Key differentials / commonly confused pairs

  • Sensitivity vs PPV: sensitivity asks "of the diseased, how many test positive?"; PPV asks "of the test-positives, how many are diseased?" Direction of reasoning is opposite (column vs row).
  • Incidence/Prevalence vs validity indices: prevalence changes PPV/NPV but not sensitivity/specificity/LR.
  • Validity vs reliability: accuracy vs reproducibility.
  • Yield vs validity: yield = number of previously unrecognised cases detected and brought to treatment; it depends on sensitivity and on prevalence and on how often the population is screened.

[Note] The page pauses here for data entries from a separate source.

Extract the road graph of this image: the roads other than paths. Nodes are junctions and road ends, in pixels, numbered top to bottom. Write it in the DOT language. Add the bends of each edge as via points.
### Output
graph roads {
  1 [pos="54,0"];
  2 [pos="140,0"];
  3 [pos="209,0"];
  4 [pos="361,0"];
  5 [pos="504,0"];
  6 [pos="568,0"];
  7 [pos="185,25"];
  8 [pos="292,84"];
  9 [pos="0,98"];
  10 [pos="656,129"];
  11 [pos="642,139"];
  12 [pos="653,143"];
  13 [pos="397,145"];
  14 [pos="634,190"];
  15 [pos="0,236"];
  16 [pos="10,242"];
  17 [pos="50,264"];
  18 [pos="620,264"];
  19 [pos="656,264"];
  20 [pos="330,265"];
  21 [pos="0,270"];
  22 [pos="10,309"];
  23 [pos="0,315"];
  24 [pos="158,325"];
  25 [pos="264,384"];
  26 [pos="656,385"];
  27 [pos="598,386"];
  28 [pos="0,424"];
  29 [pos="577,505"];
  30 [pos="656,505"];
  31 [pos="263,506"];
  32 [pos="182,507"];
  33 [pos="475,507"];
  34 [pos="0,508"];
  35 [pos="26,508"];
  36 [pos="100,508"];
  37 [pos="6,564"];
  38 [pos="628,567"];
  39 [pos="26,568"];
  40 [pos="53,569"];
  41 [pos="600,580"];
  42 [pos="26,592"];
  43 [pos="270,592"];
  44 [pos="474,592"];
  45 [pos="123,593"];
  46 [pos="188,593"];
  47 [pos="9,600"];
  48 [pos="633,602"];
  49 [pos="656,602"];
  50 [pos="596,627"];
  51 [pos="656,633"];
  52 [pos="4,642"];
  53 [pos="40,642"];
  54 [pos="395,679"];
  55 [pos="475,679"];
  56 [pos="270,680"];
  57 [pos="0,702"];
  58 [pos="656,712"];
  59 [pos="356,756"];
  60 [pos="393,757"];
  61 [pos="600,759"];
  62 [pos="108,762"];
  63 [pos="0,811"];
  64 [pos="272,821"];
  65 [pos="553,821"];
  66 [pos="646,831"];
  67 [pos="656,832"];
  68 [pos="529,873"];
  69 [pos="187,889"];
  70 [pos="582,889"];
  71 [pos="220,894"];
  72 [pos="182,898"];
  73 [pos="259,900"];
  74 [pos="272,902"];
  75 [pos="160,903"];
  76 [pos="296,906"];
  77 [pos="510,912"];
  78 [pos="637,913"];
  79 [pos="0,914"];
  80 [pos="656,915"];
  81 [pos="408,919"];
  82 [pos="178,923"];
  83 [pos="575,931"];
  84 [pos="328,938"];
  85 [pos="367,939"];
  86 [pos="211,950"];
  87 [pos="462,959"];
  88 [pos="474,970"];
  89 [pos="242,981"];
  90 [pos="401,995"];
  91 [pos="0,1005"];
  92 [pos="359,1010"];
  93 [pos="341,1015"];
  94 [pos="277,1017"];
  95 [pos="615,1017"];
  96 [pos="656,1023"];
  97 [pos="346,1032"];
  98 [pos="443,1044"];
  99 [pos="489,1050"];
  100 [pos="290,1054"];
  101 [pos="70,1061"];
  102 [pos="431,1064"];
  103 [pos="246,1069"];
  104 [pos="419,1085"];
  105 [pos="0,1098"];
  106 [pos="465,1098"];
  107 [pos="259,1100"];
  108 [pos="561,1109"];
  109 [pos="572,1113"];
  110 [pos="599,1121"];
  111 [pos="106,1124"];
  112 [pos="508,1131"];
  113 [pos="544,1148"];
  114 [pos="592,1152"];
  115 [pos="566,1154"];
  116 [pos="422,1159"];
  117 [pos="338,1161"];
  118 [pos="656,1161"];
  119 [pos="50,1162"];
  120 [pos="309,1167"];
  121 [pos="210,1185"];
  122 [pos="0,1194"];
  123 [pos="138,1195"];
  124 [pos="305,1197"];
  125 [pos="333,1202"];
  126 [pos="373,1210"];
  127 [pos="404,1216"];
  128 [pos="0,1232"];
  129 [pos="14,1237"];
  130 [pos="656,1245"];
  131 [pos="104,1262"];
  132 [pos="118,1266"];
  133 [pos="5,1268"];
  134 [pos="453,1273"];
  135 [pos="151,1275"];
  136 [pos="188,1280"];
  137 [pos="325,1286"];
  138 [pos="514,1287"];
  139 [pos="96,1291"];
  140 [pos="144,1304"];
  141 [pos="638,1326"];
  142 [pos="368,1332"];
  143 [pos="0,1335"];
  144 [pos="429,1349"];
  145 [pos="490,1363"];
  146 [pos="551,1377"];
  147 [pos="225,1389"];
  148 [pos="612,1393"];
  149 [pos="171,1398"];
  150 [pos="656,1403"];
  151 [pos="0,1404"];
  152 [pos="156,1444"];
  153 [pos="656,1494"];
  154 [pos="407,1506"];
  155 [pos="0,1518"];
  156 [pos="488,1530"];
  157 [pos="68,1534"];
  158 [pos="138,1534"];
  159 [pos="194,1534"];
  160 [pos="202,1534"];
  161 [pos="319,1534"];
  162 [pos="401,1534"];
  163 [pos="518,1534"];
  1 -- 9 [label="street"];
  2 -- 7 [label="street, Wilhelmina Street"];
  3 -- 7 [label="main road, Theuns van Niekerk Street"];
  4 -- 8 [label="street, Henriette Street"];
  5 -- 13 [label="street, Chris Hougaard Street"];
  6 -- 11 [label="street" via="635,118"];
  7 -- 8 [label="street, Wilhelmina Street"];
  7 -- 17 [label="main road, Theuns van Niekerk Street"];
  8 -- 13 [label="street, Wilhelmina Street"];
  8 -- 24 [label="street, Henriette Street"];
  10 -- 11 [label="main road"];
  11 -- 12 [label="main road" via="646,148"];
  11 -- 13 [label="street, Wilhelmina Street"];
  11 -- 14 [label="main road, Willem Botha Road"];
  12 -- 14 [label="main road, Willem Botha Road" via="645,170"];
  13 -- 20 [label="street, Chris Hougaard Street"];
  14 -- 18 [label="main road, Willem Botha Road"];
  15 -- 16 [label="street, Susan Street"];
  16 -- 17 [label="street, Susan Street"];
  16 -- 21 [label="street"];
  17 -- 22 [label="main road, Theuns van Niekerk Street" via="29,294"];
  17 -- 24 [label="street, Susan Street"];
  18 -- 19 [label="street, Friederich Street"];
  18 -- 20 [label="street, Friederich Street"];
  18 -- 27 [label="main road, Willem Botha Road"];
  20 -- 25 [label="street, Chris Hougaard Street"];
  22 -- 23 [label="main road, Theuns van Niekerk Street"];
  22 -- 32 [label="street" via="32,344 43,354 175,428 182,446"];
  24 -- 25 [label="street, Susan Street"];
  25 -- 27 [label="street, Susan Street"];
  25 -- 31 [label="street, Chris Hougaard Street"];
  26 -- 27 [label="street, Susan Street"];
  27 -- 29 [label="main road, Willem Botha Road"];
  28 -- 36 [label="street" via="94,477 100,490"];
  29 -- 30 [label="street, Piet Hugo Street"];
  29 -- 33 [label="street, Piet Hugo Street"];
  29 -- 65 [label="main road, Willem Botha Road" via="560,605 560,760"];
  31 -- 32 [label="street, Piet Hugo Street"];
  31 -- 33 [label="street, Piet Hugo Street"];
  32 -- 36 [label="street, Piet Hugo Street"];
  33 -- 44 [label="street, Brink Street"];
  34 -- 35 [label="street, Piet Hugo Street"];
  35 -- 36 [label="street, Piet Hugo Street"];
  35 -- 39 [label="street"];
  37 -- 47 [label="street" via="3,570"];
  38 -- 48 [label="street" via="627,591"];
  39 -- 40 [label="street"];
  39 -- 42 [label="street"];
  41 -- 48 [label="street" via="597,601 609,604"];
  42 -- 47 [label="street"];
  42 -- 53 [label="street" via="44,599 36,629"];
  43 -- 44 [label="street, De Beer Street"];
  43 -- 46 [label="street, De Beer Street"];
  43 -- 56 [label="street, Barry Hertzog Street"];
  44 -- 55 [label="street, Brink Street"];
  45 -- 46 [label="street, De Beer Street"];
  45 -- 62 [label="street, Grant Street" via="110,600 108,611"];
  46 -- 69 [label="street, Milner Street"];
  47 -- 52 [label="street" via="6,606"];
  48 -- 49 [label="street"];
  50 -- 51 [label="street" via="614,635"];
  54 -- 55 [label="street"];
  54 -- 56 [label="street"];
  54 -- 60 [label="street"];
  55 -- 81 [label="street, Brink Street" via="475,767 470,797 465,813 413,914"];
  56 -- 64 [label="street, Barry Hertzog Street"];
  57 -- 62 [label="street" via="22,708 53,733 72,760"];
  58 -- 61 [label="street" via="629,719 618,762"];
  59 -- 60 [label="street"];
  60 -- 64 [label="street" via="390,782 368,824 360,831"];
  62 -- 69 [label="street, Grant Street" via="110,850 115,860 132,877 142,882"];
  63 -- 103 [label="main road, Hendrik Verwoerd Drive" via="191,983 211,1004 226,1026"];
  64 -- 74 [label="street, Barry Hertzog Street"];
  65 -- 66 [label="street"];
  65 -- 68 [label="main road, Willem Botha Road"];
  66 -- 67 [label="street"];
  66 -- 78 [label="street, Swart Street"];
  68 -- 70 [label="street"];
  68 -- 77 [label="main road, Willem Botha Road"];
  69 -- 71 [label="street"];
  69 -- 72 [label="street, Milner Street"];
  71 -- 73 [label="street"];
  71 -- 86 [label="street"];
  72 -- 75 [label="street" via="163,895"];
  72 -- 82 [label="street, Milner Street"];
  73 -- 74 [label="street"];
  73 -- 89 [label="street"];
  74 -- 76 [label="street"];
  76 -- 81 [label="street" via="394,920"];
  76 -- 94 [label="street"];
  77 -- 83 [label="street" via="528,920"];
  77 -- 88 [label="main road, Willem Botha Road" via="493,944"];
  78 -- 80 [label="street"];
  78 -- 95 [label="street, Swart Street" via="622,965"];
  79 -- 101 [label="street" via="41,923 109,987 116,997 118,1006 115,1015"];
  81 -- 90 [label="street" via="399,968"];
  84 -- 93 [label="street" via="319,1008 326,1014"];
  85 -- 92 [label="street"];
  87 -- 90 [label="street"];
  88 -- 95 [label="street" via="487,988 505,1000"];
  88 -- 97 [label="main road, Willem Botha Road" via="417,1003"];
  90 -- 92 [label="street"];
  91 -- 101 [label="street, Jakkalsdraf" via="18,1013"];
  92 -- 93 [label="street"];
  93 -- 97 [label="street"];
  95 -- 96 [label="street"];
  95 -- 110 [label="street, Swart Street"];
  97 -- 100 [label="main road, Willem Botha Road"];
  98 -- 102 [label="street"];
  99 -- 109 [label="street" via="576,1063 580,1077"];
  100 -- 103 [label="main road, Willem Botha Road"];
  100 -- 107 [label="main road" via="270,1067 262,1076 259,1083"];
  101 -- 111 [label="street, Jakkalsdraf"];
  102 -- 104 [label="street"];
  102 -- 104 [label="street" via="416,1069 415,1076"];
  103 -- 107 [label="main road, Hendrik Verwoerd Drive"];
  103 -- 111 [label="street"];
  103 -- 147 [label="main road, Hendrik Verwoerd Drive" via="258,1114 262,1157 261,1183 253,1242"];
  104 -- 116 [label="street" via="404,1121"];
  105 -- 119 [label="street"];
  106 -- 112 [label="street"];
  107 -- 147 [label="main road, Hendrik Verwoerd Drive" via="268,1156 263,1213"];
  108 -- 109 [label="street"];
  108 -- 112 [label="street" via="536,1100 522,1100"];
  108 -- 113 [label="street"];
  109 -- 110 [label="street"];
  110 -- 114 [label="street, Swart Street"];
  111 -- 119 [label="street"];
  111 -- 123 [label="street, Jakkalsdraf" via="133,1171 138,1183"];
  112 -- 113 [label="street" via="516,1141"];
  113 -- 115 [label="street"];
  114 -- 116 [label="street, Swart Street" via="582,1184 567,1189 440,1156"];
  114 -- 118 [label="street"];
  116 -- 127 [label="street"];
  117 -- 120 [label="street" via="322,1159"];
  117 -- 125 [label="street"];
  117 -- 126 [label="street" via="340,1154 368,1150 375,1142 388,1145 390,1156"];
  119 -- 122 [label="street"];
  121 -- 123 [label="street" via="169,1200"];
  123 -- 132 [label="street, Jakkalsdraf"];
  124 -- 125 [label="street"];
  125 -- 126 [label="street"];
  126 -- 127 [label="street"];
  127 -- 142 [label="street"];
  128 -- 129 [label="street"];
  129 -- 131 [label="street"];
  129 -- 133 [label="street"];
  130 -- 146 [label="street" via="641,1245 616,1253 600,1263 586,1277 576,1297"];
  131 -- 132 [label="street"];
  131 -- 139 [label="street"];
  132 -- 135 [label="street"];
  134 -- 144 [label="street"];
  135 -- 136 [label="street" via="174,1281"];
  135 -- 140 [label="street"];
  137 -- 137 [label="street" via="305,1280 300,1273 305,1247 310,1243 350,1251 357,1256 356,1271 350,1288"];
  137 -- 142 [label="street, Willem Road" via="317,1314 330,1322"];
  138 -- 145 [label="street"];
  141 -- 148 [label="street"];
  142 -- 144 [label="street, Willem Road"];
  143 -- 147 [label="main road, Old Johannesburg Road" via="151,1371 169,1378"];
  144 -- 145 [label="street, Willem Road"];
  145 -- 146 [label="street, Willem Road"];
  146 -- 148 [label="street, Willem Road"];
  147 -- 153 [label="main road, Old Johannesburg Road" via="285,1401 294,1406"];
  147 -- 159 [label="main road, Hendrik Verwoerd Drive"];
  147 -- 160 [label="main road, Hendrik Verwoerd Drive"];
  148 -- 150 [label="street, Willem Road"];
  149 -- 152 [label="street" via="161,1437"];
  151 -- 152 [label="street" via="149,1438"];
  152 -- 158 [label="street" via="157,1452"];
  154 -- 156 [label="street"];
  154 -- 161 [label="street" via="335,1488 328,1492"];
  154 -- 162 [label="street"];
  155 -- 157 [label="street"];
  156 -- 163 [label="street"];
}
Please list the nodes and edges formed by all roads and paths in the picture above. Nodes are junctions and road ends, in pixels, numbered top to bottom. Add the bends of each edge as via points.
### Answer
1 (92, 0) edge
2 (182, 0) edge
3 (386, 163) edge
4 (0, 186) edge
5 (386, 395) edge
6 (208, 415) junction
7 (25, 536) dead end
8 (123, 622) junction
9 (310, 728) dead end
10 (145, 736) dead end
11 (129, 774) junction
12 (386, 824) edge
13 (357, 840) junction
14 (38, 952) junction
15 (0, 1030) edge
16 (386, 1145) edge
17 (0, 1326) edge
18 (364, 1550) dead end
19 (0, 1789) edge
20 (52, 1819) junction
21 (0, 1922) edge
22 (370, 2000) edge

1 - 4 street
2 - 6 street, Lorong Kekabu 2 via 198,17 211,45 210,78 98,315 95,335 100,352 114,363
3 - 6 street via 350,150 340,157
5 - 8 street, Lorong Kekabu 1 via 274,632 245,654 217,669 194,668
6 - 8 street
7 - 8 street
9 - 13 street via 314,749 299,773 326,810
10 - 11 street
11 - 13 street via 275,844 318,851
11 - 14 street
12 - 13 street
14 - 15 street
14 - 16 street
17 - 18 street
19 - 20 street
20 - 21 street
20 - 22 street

Recently asked / exam angle

  • Given a 2×2 table, calculate sensitivity, specificity, PPV, NPV — almost guaranteed. Watch the orientation; some stems put the table in non-standard order to trip you.
  • "Which index changes with prevalence?" Answer: PPV and NPV (sensitivity, specificity, LR do not).
  • Lowering the cut-off of a continuous test → increases sensitivity, decreases specificity.
  • ROC curve: Y-axis = sensitivity, X-axis = 1 − specificity; best test = largest AUC / curve closest to top-left.
  • Best test to compare two diagnostic tests → ROC / AUC.
  • Series testing increases specificity; parallel testing increases sensitivity.
  • HIV testing algorithm (screening ELISA → confirmatory Western blot) tests the screening-then-confirmation and series-testing concepts together.
  • Wilson–Jungner: "which is NOT a criterion" type. Note that low cost of the test alone or high prevalence alone are distractors — the criterion is cost-effectiveness balanced against overall care.
  • Lead-time vs length-time bias identification from a scenario.
  • LR+ formula = Sn / (1 − Sp); recognise LR+ > 10 and LR− < 0.1 as clinically conclusive.

Rapid revision

  1. Sensitivity = a/(a+c) = TP/(TP+FN) — read down the diseased column; SnNout rules out.
  2. Specificity = d/(b+d) = TN/(TN+FP) — SpPin rules in.
  3. PPV = a/(a+b); NPV = d/(c+d) — read across the rows; both depend on prevalence.
  4. As prevalence ↑ → PPV ↑ and NPV ↓; sensitivity & specificity unchanged.
  5. Screening test → high sensitivity; confirmatory test → high specificity.
  6. Lowering cut-off → ↑ sensitivity, ↓ specificity (more false positives).
  7. ROC: Y = sensitivity, X = (1 − specificity); best cut-off near top-left; bigger AUC = better test (0.5 = useless, 1.0 = perfect).
  8. LR+ = Sn/(1−Sp); LR− = (1−Sn)/Sp; both independent of prevalence; LR+ >10 and LR− <0.1 are conclusive.
  9. Series testing (both positive) ↑ specificity; parallel testing (either positive) ↑ sensitivity.
  10. Validity = accuracy (vs gold standard); reliability = reproducibility (Kappa for categorical agreement).
  11. Wilson–Jungner: important problem, detectable latent stage, accepted effective treatment, suitable acceptable test, facilities available, cost-effective, continuous process.
  12. Lead-time and length-time biases falsely inflate survival; only disease-specific mortality in an RCT proves screening benefit.